Vitória do povo libanês
Quem ganhou as eleições do último dia 7 de junho foi o povo libanês. Foi às urnas, às vezes aguardando horas, mas votou. O sistema eleitoral é falho, sujeito a divisões confessionais e tribais, votos de cabresto e comprados, mas foi uma demonstração de democracia que representou um tapa na cara de muitos regimes árabes e muçulmanos que vêm sendo paparicados pelos Estados Unidos, além dos que se escondem por trás deste, como o Estado sionista.
A vitória é dos libaneses e querer dizer que prevaleceu o apoio deste ou daquele outro país (Estados Unidos, Irã, etc.) como ganhador ou perdedor tira deles os seus méritos. O Líbano merece que ninguém se intrometa em sua vida, o Líbano precisa voltar ao entendimento nacional de Bichara El-Khouri e Riyad El-Solh e a uma reforma política de base.
Em uma eleição onde uma frente ganha 55% das cadeiras e a outra ultrapassa a primeira por 100.000 votos obtendo aproximadamente 45%, não se pode dizer dela que um ganhou e o outro perdeu. A aprovação de tudo o que for proposto na Casa Legislativa libanesa está agora pendendo para o voto de dois ou três deputados que entendam votar a favor ou contra determinada medida num Legislativo que tem 128 deputados (não há Senado no Líbano).
Nada mudou, principalmente se for levado em consideração que os xiitas de Hasan Nasrallah e os maronitas de Michel Aoun deverão certamente participar do governo, ou então voltaremos aos malditos tempos do domínio de um governo ilegal presidido por Fouad Siniora. O Presidente Michel Suleiman sabe disto e já trabalha, desde muito antes das eleições, para organizar um governo de entendimento nacional, independentemente de quem tivesse a maioria das cadeiras.
No entanto, vale a pena apontar quem foram os perdedores externos nessas eleições. Joseph “Joe” Biden, o vice-presidente dos Estados Unidos, e pela primeira vez em 26 anos para um ocupante deste cargo, foi ao Líbano apoiar abertamente a coalizão 14 de Março, que detinha a maioria no governo. A Secretária de Estado, Hillary Clinton, chegou a discursar a favor do 14. Estes foram os perdedores externos.
Ao se falar do Oriente Médio, nas últimas seis décadas, o assunto gira principalmente em torno do conflito árabe-sionista, mas na presente etapa, o contorno político da região pode ser definido por uma “guerra fria” e nem tanto surda entre Irã e Síria, e seus aliados Hizbullah e Hamas de um lado, contra Arábia Saudita, Jordânia e Egito, com apoio dos Estados Unidos e até mesmo do Estado sionista.
A linha desta tortuosa “guerra fria” certamente passa pelo Líbano, pelas recentes eleições e pela formação do governo delas resultante. O povo libanês e o presidente Suleiman saberão cuidar dos interesses libaneses.

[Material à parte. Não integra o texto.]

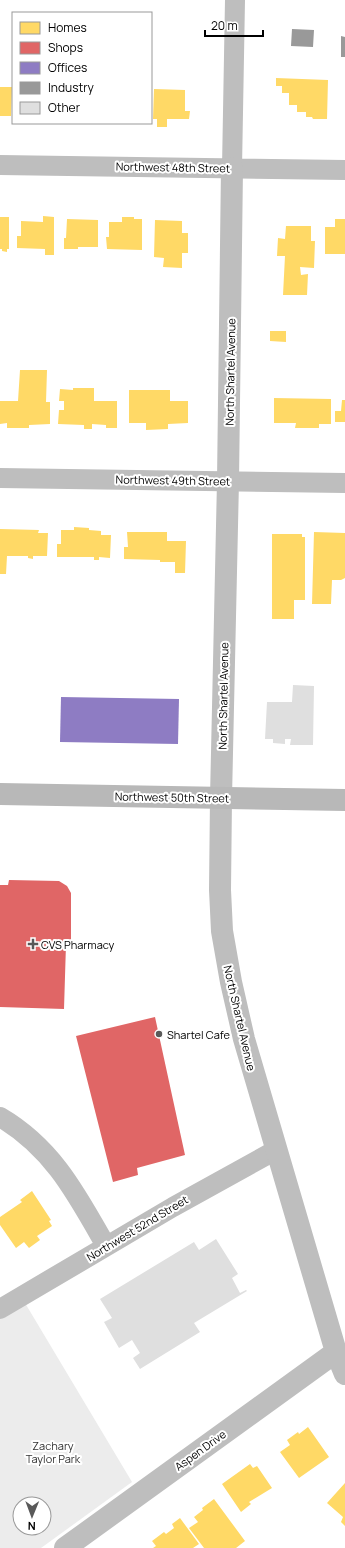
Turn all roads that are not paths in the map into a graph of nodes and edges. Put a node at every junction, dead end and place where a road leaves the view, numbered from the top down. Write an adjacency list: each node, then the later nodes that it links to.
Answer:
1 (235, 0): 3 (street, North Shartel Avenue)
2 (0, 165): 3 (street, Northwest 48th Street)
3 (232, 168): 4 (street, Northwest 48th Street); 6 (street, North Shartel Avenue)
4 (345, 170)
5 (0, 478): 6 (street, Northwest 49th Street)
6 (228, 481): 7 (street, Northwest 49th Street); 9 (street, North Shartel Avenue)
7 (345, 483)
8 (0, 794): 9 (main road, Northwest 50th Street)
9 (220, 798): 10 (main road, Northwest 50th Street); 12 (street, North Shartel Avenue)
10 (345, 800)
11 (0, 1117): 13 (street)
12 (276, 1150): 13 (street, Northwest 52nd Street); 15 (street, North Shartel Avenue)
13 (106, 1246): 14 (street, Northwest 52nd Street)
14 (0, 1309)
15 (336, 1352): 16 (street, North Shartel Avenue); 17 (street, Aspen Drive)
16 (345, 1374)
17 (65, 1548)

A análise das últimas eleições jamais poderia deixar de atentar para as religiões e as consequentes subdivisões que fazem parte da política do país dos cedros, além de fazer uma especulação no caso de os partidos “políticos” não representarem, por sua vez, facções religiosas ou então organizações criadas para manter no poder os senhores feudais ou aqueles por estes indicados, e, se assim fosse, pensarmos que a vitória do povo libanês seria maior.
Com a reforma política, para acabar com a divisão confessional instituída por potências estrangeiras e da qual participaram desde o Império da Rússia e o Império Otomano até a França, em 1860, os verdadeiros partidos políticos, despidos de pertencimento confessional ou feudal, elegeriam os seus representantes sem estas pechas que tornam o Líbano um país onde um greco-ortodoxo, por exemplo, por mais méritos que tenha, jamais poderá ser presidente da República ou primeiro-ministro. Se um determinado técnico especializado pretendesse um cargo de engenheiro eletricista na companhia de energia libanesa teria que partilhar sua nomeação por mérito com mais dois ou três outros, não necessariamente engenheiros, para igualar a divisão de cargos entre religiões. Uma vergonha!

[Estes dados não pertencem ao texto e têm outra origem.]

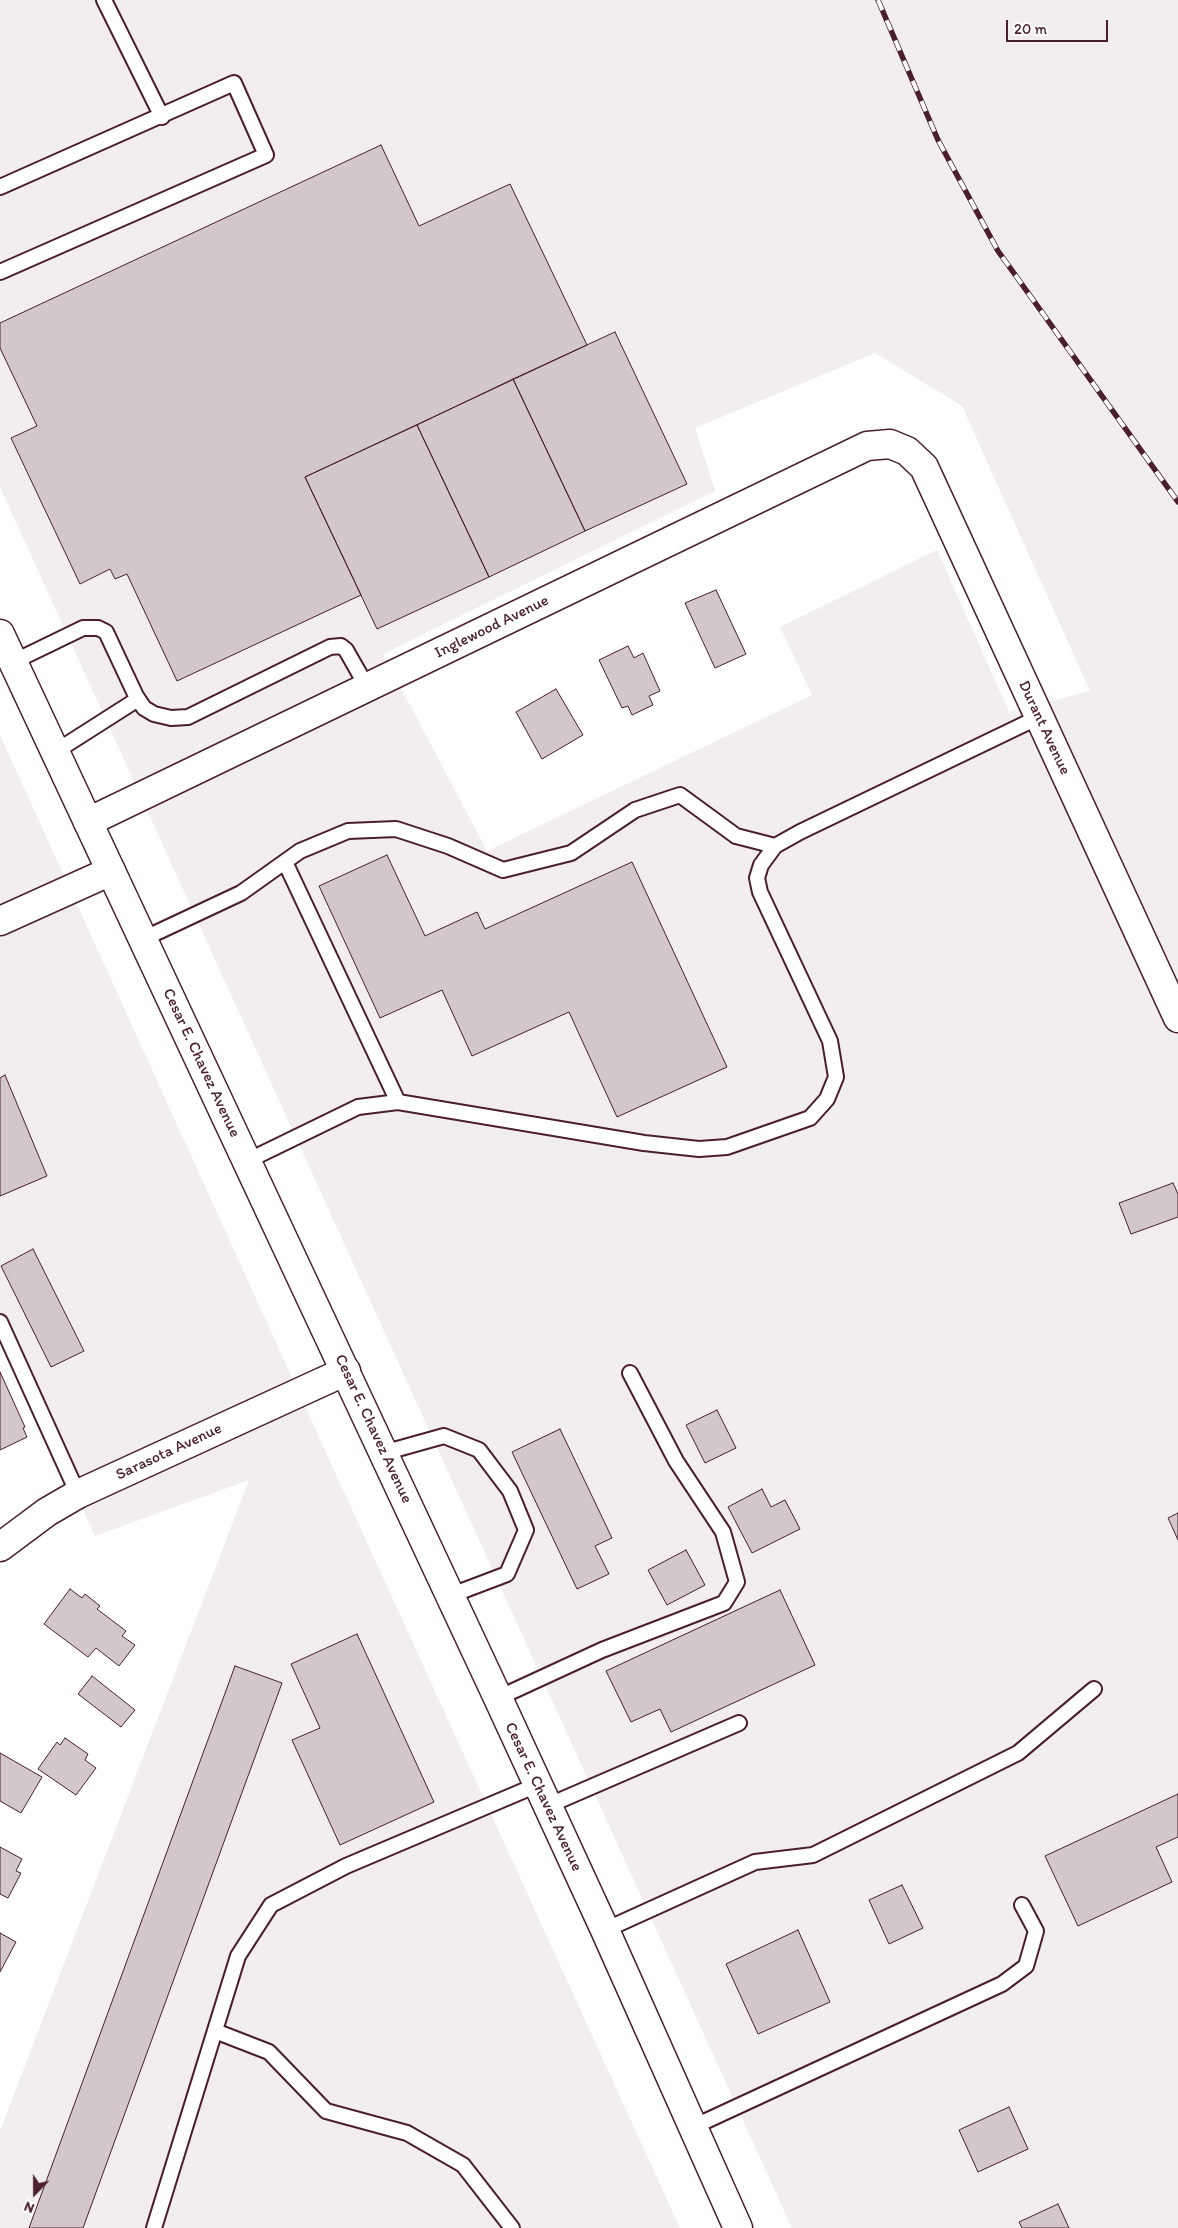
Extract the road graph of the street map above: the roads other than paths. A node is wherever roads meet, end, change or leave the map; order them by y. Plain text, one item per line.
1 (104, 0) edge
2 (162, 116) junction
3 (0, 187) edge
4 (0, 272) edge
5 (898, 446) joint
6 (0, 634) edge
7 (13, 662) junction
8 (367, 687) junction
9 (138, 699) junction
10 (1039, 717) junction
11 (55, 752) junction
12 (88, 822) junction
13 (775, 846) junction
14 (285, 862) junction
15 (111, 871) junction
16 (0, 921) edge
17 (143, 940) junction
18 (1178, 1018) edge
19 (398, 1102) junction
20 (247, 1161) junction
21 (0, 1322) edge
22 (346, 1371) junction
23 (630, 1374) dead end
24 (384, 1452) junction
25 (78, 1494) junction
26 (0, 1547) edge
27 (449, 1596) junction
28 (1094, 1689) dead end
29 (498, 1698) junction
30 (739, 1723) dead end
31 (542, 1795) junction
32 (1022, 1905) dead end
33 (605, 1930) junction
34 (215, 2031) junction
35 (693, 2127) junction
36 (154, 2228) edge
37 (512, 2228) edge
38 (738, 2228) edge

1 - 2 lane
2 - 3 lane
2 - 4 lane
5 - 8 street, Inglewood Avenue
5 - 10 street, Durant Avenue
6 - 7 street, Cesar E. Chavez Avenue
7 - 9 lane
7 - 11 street, Cesar E. Chavez Avenue
8 - 9 lane
8 - 12 street, Inglewood Avenue
9 - 11 lane
10 - 13 lane
10 - 18 street, Durant Avenue
11 - 12 street, Cesar E. Chavez Avenue
12 - 15 street, Cesar E. Chavez Avenue
13 - 14 lane
13 - 19 lane
14 - 17 lane
14 - 19 lane
15 - 16 street
15 - 17 street, Cesar E. Chavez Avenue
17 - 20 street, Cesar E. Chavez Avenue
19 - 20 lane
20 - 22 street, Cesar E. Chavez Avenue
21 - 25 lane
22 - 24 street, Cesar E. Chavez Avenue
22 - 25 street, Sarasota Avenue
23 - 29 lane
24 - 27 street, Cesar E. Chavez Avenue
24 - 27 lane
25 - 26 street, Sarasota Avenue
27 - 29 street, Cesar E. Chavez Avenue
28 - 33 lane
29 - 31 street, Cesar E. Chavez Avenue
30 - 31 lane
31 - 33 street, Cesar E. Chavez Avenue
31 - 34 lane
32 - 35 lane
33 - 35 street, Cesar E. Chavez Avenue
34 - 36 lane
34 - 37 lane
35 - 38 street, Cesar E. Chavez Avenue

O Líbano deve se libertar de tudo isto. E pasmem aqueles que atribuem derrota à oposição libanesa formada pelo Hizbullah e seus aliados, são exatamente estes que lutam pela reforma política, principalmente para desconfessionalizar o Líbano, para que se torne, de fato, a pátria de todos os libaneses e não de vendilhões da pátria, senhores feudais perpetuando a subordinação do povo ou religiosos ocos de fé que buscam o poder.